Although the talk was carefully vague, Mr Obama strongly hinted that the US would hold back on 240,000 tons of emergency food aid as promised in "the leap year agreement" reached between US and North Korean envoys on February 29 in Beijing. At the time, North Korea promised a moratorium on testing of long-range missiles as well as nuclear warheads. "It would be difficult," said Mr Obama, "to move forward with that package if they showed themselves unable to meet commitments even a month later."

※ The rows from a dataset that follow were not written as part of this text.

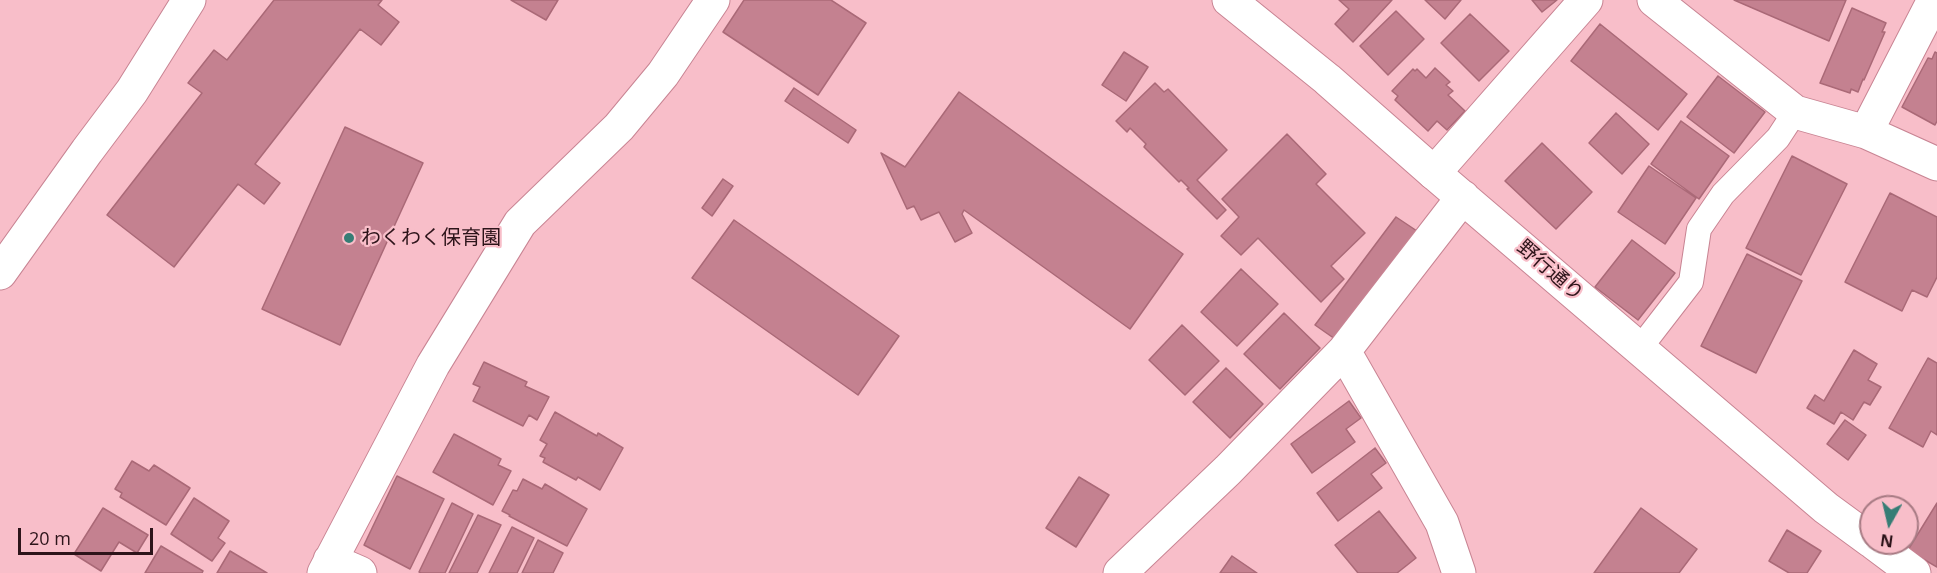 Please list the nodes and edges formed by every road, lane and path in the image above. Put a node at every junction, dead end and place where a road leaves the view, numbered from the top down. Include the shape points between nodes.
1 (189, 0) edge
2 (713, 0) edge
3 (1586, 0) edge
4 (1654, 0) edge
5 (1934, 0) edge
6 (1238, 4) edge
7 (1795, 112) junction
8 (1866, 132) junction
9 (1937, 164) edge
10 (1434, 173) junction
11 (1463, 197) junction
12 (0, 273) edge
13 (1640, 348) junction
14 (1344, 351) junction
15 (1859, 532) edge
16 (1890, 555) edge
17 (327, 567) edge
18 (360, 573) edge
19 (1120, 573) edge
20 (1459, 573) edge
21 (1914, 573) edge

1 - 12 street via 132,91
2 - 17 street via 663,74 619,127 520,223 433,365
3 - 10 street
4 - 7 street
5 - 8 street
6 - 10 street, 野行通り
7 - 8 street
7 - 13 lane via 1778,138 1723,194 1700,229 1691,282
8 - 9 street
10 - 11 street, 野行通り
11 - 13 street, 野行通り
11 - 14 street
13 - 15 street, 野行通り
14 - 19 street
14 - 20 street via 1442,524
16 - 21 street, 野行通り
17 - 18 street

Here for a two-day nuclear security summit with leaders from more than 50 nations and international agencies that starts today, Mr Obama stood beside South Korea's President Lee Myung-bak in a show of solidarity to underline worries about the test. The US and South Korean presidents used rhetoric rather than specific threats, however, to dissuade Pyongyang from firing the rocket, which North Korea says is to launch a satellite, not to perfect a missile with a theoretical range as far as the west coast of the US. "We've presented to them an opportunity to take a different path from the one they are taking," Mr Obama said. "They need to understand that bad behaviour will not be rewarded."
Mr Obama indicated he would appeal to China's President Hu Jintao to do more to get the North to cease and desist. "The question is what the Chinese are doing," the US President said.
His visit to the demilitarised zone between the Koreas said as much as his words in reaffirming US commitment to the Korean peninsula. On the basis of his observations across the line, Mr Obama said North Korea was "like a time warp, a country that missed 40 to 50 years of progress" and was unable "to deliver any indicators of well-being for its people". He seemed intensely curious about what he was seeing, asking about a village several miles inside North Korea and the route of the line between the two Koreas.
Just south of the line, he chatted with US troops sharing duties with South Koreans in and around the truce village of Panmunjom, where the Korean War armistice was signed in July 1953.
"I could not be prouder of what you're doing," he said to about 50 of them, the vanguard of 28,500 American soldiers still in South Korea. "You guys are at freedom's frontier."
While he was there, reports circulated here that North Korea was transporting its rocket by train to the launch site. The prospect of a cancellation of Pyongyang's plans appeared remote, considering it is slated to come against the backdrop of massive observances on 15 April of the 100th anniversary of Kim Il-sung, the founding leader and grandfather of Kim Jong-un, who took over in December after his father, Kim Jong-il, died.
"The situation remains unsettled," said Mr Obama. "It's not clear who's calling the shots." Whoever's really in charge, the President surmised, "they have not yet made that strategic pivot where they say what they're doing is not working."